The Murphy USA CEO added that as the company exits the third quarter, the “convenience store industry and the Arkansas publicly traded concern’s own operations are showing signs of returning to normalized operations and overcoming significant logistical challenges throughout the month of September and into October.
“Wholesale gasoline and diesel product flows resumed in both the storm-impacted areas and adjacent regions that incurred extended fuel supply outages, consumer demand returned, and the citizens of Texas and Florida began the process of rebuilding,” he said.
Murphy USA officials said net income and earnings were both above prior year levels due to higher total margin contribution from both fuel and merchandise. Total retail fuel sales grew to nearly $159 million, up from $149 million a year ago. Total merchandise sales increased 1.1% to $605.6 million in the 2017 third quarter from $599 million in the prior year’s quarter, with margins increasing to 16.1% versus 16%, respectively. On a per-store-month basis, total merchandise contribution declined 2.3%, largely due to accelerated traffic declines, which were primarily storm-related, and lower tobacco contribution.

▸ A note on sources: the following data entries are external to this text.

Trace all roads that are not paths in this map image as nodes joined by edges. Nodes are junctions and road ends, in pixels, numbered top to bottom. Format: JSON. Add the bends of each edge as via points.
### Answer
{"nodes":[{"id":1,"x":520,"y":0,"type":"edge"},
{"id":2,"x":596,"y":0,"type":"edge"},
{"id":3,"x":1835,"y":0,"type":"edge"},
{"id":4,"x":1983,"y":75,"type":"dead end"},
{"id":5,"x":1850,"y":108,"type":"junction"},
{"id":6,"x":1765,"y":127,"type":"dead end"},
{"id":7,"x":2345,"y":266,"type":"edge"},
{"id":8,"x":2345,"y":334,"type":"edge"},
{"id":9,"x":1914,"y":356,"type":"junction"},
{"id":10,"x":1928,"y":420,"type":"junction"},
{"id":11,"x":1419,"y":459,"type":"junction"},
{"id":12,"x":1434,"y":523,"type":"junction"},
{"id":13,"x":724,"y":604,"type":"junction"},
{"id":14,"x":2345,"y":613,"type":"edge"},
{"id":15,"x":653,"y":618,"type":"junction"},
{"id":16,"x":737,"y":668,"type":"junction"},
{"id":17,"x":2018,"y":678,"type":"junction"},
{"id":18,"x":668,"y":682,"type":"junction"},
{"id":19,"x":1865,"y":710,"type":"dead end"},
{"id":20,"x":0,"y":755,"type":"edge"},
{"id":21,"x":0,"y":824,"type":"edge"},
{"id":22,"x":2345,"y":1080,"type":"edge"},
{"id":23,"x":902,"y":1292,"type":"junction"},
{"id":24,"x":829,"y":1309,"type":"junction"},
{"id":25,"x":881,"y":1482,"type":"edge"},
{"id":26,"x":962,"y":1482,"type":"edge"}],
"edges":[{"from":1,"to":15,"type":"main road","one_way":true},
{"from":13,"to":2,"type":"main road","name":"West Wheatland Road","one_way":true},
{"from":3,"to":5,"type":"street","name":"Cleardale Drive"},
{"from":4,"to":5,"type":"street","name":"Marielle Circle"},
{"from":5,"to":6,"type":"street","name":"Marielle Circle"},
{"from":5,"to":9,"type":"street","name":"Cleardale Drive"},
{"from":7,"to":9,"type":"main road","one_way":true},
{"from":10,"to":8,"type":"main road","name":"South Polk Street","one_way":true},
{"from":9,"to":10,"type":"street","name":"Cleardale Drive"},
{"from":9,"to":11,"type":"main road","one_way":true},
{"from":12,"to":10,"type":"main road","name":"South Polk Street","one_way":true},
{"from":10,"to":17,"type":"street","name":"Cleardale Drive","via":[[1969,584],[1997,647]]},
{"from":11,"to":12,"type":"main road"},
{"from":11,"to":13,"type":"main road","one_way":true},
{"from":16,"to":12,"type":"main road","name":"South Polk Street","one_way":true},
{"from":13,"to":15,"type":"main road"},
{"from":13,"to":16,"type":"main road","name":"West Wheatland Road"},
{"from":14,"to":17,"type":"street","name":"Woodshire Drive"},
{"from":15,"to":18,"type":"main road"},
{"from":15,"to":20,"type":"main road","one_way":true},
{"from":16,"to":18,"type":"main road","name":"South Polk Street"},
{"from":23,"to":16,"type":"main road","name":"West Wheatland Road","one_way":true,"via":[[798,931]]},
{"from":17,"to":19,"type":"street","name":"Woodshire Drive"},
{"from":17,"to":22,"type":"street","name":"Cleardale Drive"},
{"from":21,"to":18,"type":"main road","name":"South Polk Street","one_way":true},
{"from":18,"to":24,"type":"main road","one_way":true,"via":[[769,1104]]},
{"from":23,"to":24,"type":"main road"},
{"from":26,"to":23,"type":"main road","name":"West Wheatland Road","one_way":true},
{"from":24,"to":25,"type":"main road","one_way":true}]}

Total station and other operating expenses increased $2.4 million for the quarter, reflecting new store additions and slightly higher payment fees due to higher retail fuel prices. However, on a per store basis, operating expenses excluding payment fees declined 5.4%.
In the third quarter, Murphy USA opened 12 retail locations, bringing the company’s store count to 1,423, consisting of 1,154 Murphy USA sites and 269 Murphy Express sites. Also, 23 stores are under construction, which includes three kiosks undergoing a raze and rebuild which will return to operation as 1,200 square foot stores before year end.
Murphy USA also repurchased nearly 1.3 million of the company’s common shares during the third quarter at a cost of $85.7 million. Company officials said nearly $25 million remains under the previously authorized $500 million stock buyback program.
Murphy USA shares (NYSE: MUSA) closed Wednesday up 93 cents at $75.29. The company’s shares have traded in the range of $57.13 to $79.98 during the past 52 weeks.